SUPPLIED RECORDS:

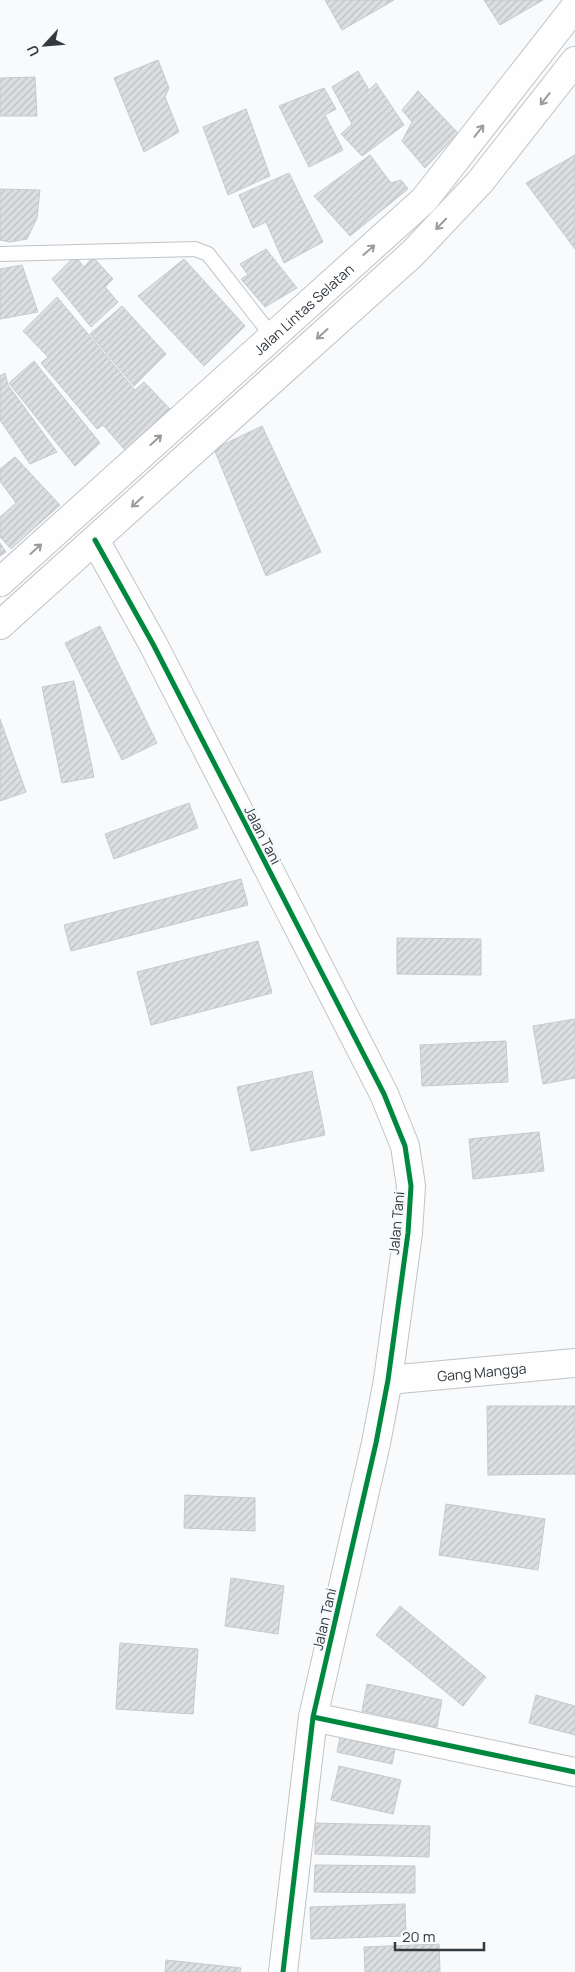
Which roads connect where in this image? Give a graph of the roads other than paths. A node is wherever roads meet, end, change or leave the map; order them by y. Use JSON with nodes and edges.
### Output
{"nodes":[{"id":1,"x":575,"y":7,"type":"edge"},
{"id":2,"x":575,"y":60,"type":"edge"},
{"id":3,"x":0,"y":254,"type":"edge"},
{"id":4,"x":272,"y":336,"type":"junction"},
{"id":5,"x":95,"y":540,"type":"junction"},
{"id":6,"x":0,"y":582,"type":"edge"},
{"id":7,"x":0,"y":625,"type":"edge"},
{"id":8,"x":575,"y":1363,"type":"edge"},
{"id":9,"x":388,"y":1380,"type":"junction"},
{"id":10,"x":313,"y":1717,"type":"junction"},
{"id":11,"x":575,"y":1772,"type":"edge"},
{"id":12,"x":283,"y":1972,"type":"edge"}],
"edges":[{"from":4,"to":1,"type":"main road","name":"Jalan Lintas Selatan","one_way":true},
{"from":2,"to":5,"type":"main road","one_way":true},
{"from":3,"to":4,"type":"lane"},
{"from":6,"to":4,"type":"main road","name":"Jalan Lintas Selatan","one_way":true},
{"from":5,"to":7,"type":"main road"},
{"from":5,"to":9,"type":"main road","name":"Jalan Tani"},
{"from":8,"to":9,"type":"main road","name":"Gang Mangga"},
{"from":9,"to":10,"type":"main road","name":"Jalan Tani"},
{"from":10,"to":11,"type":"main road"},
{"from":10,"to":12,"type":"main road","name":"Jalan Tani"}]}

WORK INSTRUCTION: Every entry above needs to be duplicated exactly, without its images.

EXERCISE ANSWER:
Which roads connect where in this image? Give a graph of the roads other than paths. A node is wherever roads meet, end, change or leave the map; order them by y. Use JSON with nodes and edges.
### Output
{"nodes":[{"id":1,"x":575,"y":7,"type":"edge"},
{"id":2,"x":575,"y":60,"type":"edge"},
{"id":3,"x":0,"y":254,"type":"edge"},
{"id":4,"x":272,"y":336,"type":"junction"},
{"id":5,"x":95,"y":540,"type":"junction"},
{"id":6,"x":0,"y":582,"type":"edge"},
{"id":7,"x":0,"y":625,"type":"edge"},
{"id":8,"x":575,"y":1363,"type":"edge"},
{"id":9,"x":388,"y":1380,"type":"junction"},
{"id":10,"x":313,"y":1717,"type":"junction"},
{"id":11,"x":575,"y":1772,"type":"edge"},
{"id":12,"x":283,"y":1972,"type":"edge"}],
"edges":[{"from":4,"to":1,"type":"main road","name":"Jalan Lintas Selatan","one_way":true},
{"from":2,"to":5,"type":"main road","one_way":true},
{"from":3,"to":4,"type":"lane"},
{"from":6,"to":4,"type":"main road","name":"Jalan Lintas Selatan","one_way":true},
{"from":5,"to":7,"type":"main road"},
{"from":5,"to":9,"type":"main road","name":"Jalan Tani"},
{"from":8,"to":9,"type":"main road","name":"Gang Mangga"},
{"from":9,"to":10,"type":"main road","name":"Jalan Tani"},
{"from":10,"to":11,"type":"main road"},
{"from":10,"to":12,"type":"main road","name":"Jalan Tani"}]}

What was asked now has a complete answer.